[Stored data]
========

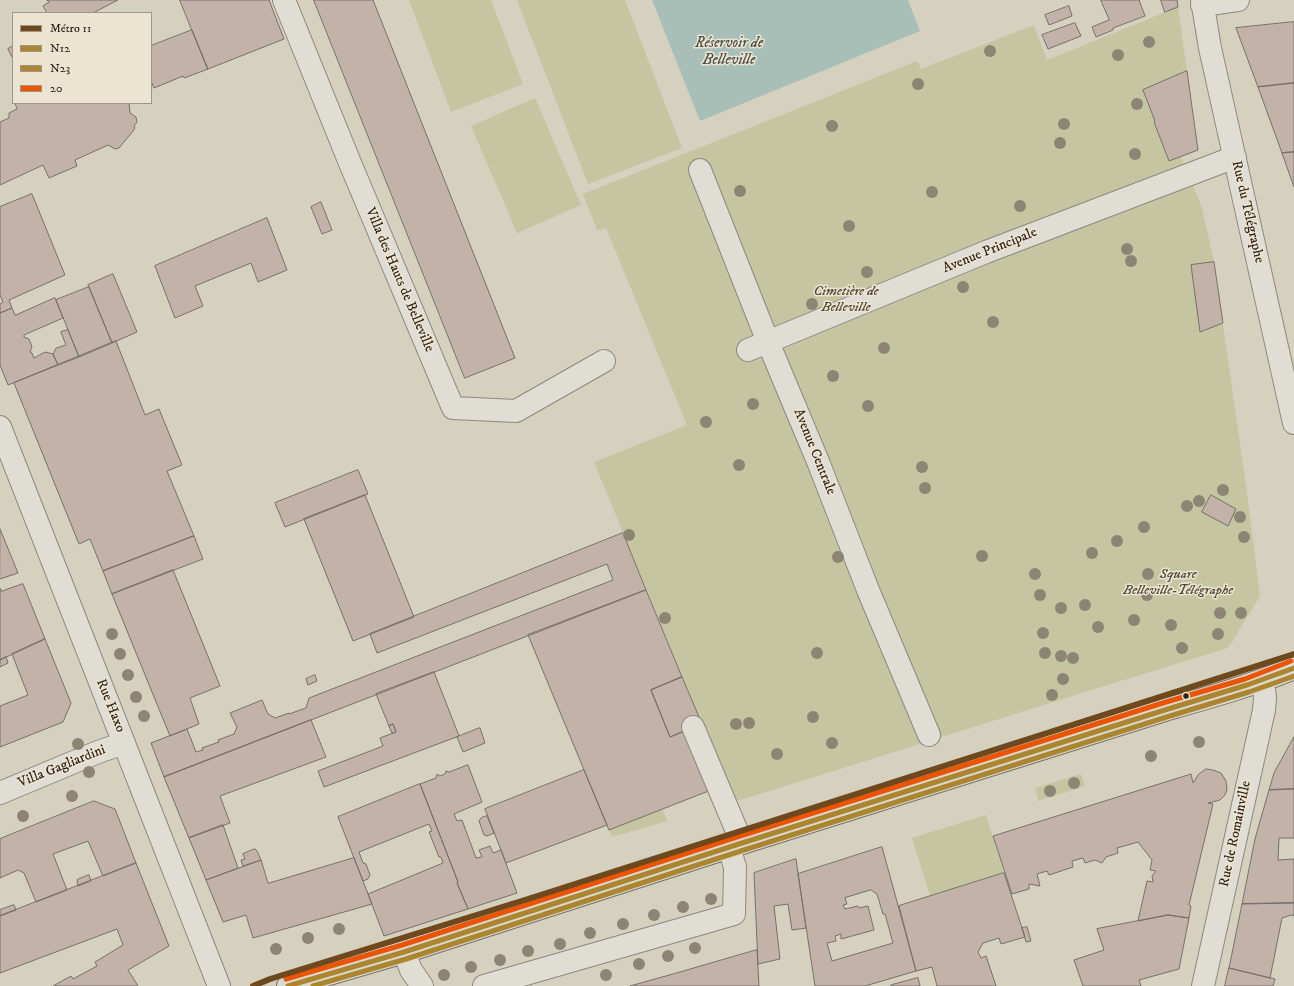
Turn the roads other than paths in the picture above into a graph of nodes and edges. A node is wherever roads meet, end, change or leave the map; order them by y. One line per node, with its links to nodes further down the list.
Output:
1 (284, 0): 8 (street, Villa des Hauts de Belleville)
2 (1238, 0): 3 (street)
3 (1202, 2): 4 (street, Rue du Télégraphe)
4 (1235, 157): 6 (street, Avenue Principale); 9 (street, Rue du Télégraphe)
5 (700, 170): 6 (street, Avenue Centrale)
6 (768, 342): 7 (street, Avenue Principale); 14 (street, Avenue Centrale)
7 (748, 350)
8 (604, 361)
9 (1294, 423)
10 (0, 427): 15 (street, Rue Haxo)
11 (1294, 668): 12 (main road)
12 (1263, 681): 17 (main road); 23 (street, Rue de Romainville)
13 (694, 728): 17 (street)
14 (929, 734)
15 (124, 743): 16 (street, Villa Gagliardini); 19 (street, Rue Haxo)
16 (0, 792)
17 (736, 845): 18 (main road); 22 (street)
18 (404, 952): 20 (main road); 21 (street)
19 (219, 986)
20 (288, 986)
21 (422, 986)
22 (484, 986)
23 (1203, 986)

========

- EXERCISE BRIEF -
Copy the data exactly. Any picture it contains is to be omitted.

- YOUR SOLUTION -
Turn the roads other than paths in the picture above into a graph of nodes and edges. A node is wherever roads meet, end, change or leave the map; order them by y. One line per node, with its links to nodes further down the list.
Output:
1 (284, 0): 8 (street, Villa des Hauts de Belleville)
2 (1238, 0): 3 (street)
3 (1202, 2): 4 (street, Rue du Télégraphe)
4 (1235, 157): 6 (street, Avenue Principale); 9 (street, Rue du Télégraphe)
5 (700, 170): 6 (street, Avenue Centrale)
6 (768, 342): 7 (street, Avenue Principale); 14 (street, Avenue Centrale)
7 (748, 350)
8 (604, 361)
9 (1294, 423)
10 (0, 427): 15 (street, Rue Haxo)
11 (1294, 668): 12 (main road)
12 (1263, 681): 17 (main road); 23 (street, Rue de Romainville)
13 (694, 728): 17 (street)
14 (929, 734)
15 (124, 743): 16 (street, Villa Gagliardini); 19 (street, Rue Haxo)
16 (0, 792)
17 (736, 845): 18 (main road); 22 (street)
18 (404, 952): 20 (main road); 21 (street)
19 (219, 986)
20 (288, 986)
21 (422, 986)
22 (484, 986)
23 (1203, 986)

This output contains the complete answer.